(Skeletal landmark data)

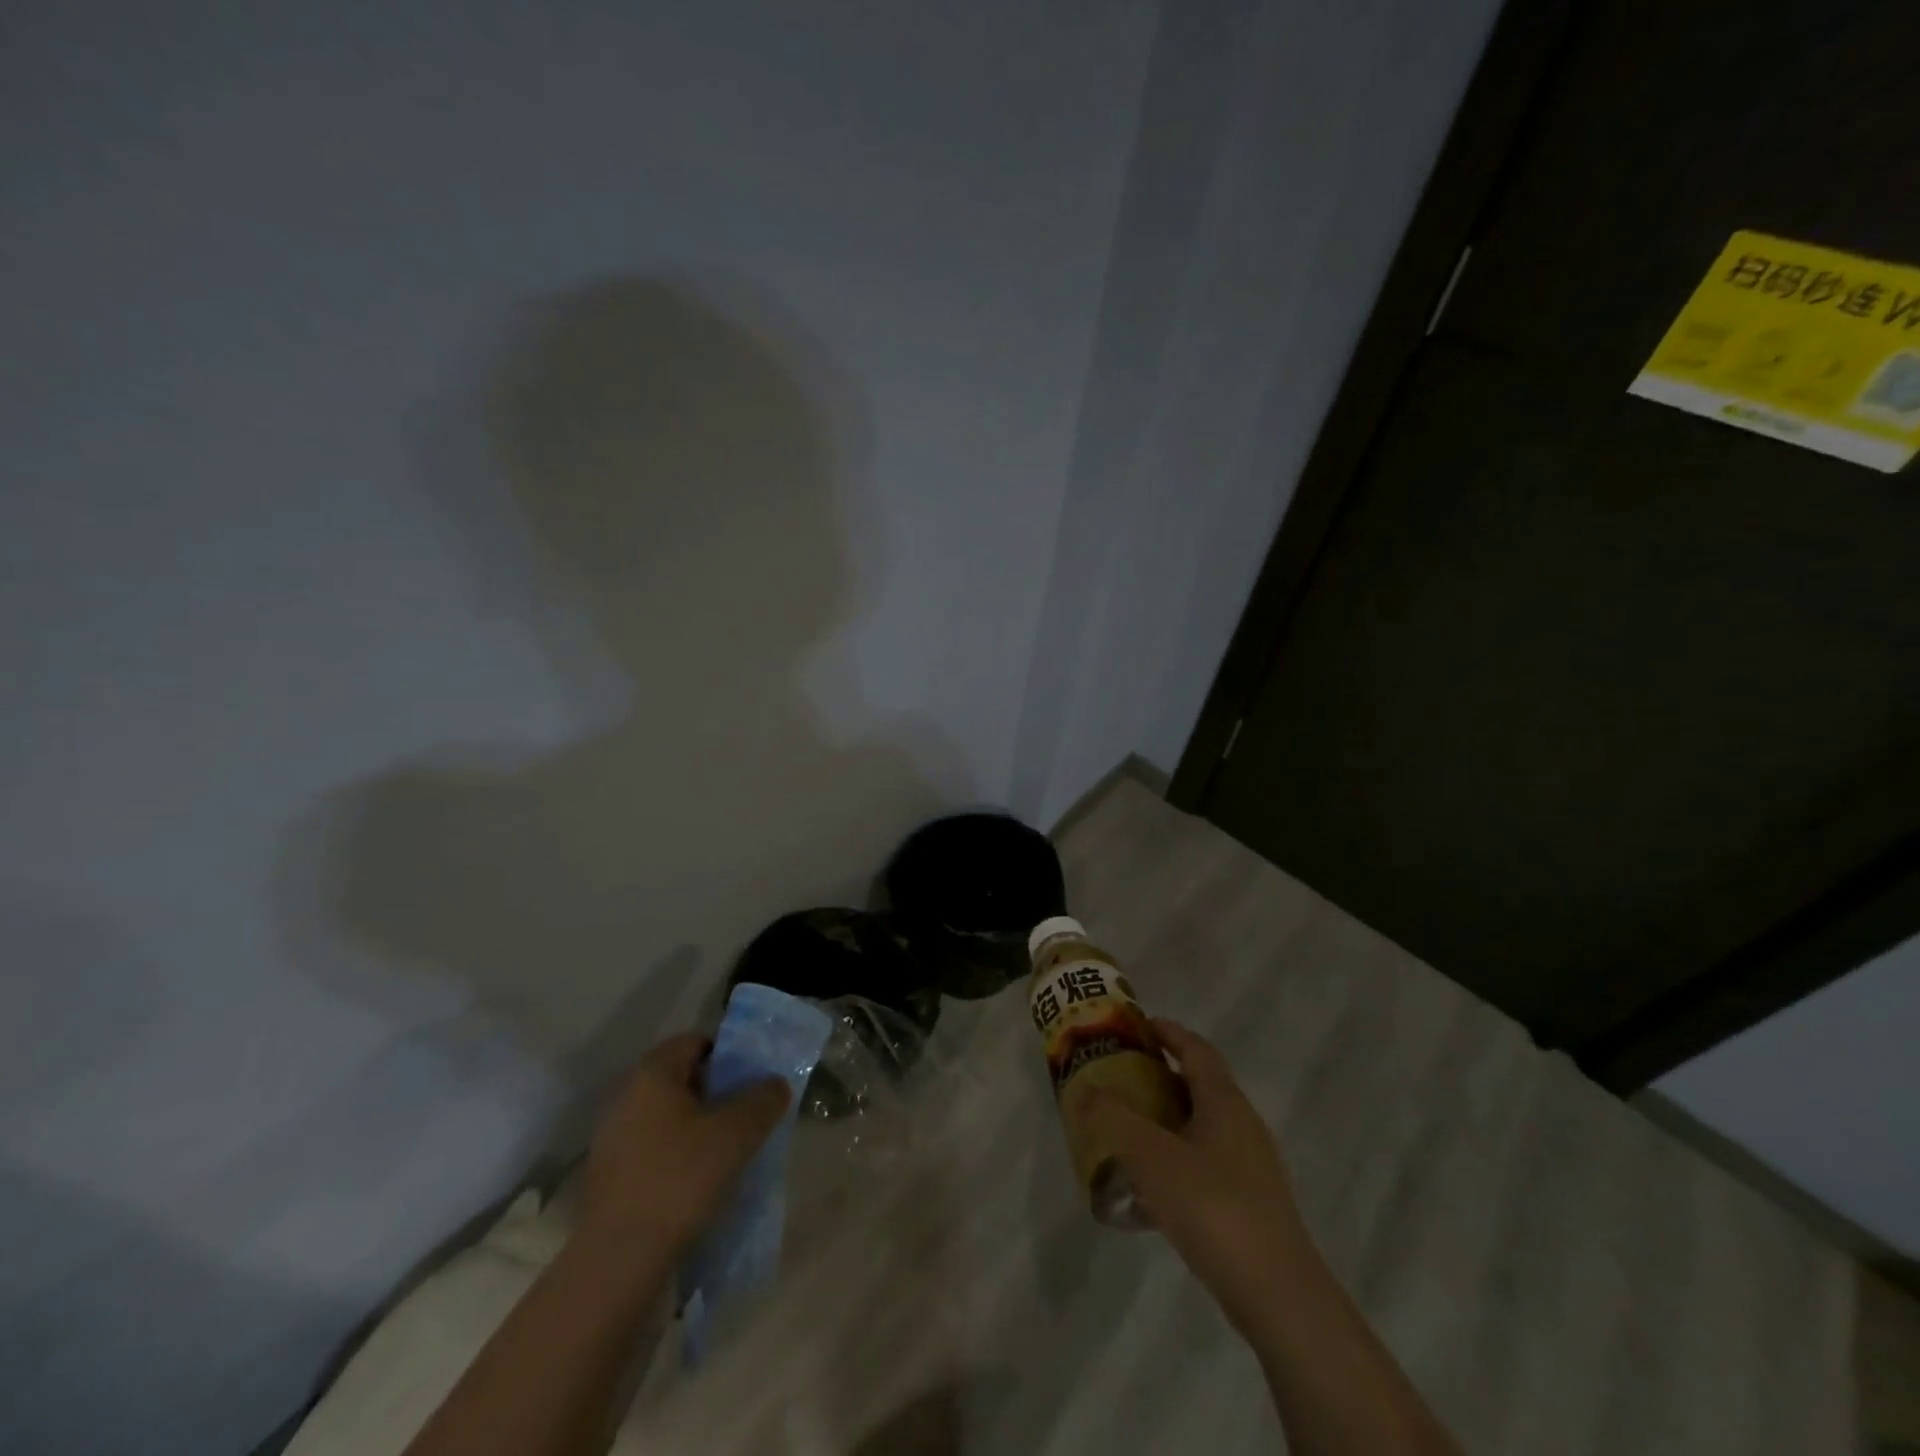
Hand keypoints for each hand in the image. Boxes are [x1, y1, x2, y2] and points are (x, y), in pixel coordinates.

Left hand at [575, 1033, 789, 1265]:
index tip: (752, 1082)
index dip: (729, 1056)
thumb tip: (775, 1084)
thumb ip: (763, 1100)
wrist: (618, 1262)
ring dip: (697, 1127)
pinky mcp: (608, 1176)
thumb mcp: (738, 1134)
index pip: (696, 1042)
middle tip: (746, 1117)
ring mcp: (611, 1138)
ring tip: (727, 1153)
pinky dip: (676, 1156)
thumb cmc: (680, 1179)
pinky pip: (652, 1150)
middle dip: (716, 1094)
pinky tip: (697, 1184)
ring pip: (667, 1117)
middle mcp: (626, 1095)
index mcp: (653, 1072)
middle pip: (682, 1079)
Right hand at [1081, 1019, 1312, 1339]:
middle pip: (1199, 1085)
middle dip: (1159, 1076)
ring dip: (1166, 1119)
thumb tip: (1084, 1088)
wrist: (1279, 1297)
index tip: (1136, 1026)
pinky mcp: (1250, 1203)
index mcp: (1224, 1102)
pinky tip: (1150, 1187)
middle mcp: (1242, 1124)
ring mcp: (1251, 1166)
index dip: (1168, 1032)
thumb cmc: (1214, 1208)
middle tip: (1119, 1078)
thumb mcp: (1152, 1156)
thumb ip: (1113, 1118)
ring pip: (1201, 1126)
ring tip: (1126, 1130)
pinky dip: (1176, 1158)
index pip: (1196, 1049)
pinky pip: (1205, 1162)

* **TO DO**
Copy each line of the data that includes the word "middle".

* **RESPONSE TO THE TASK**
middle tip: (746, 1117)
middle dip: (716, 1094)
middle mcp: (626, 1095)
middle pip: (682, 1079)
middle pip: (1199, 1085)
middle dip: (1159, 1076)
middle mcp: (1242, 1124)
middle tip: (1119, 1078)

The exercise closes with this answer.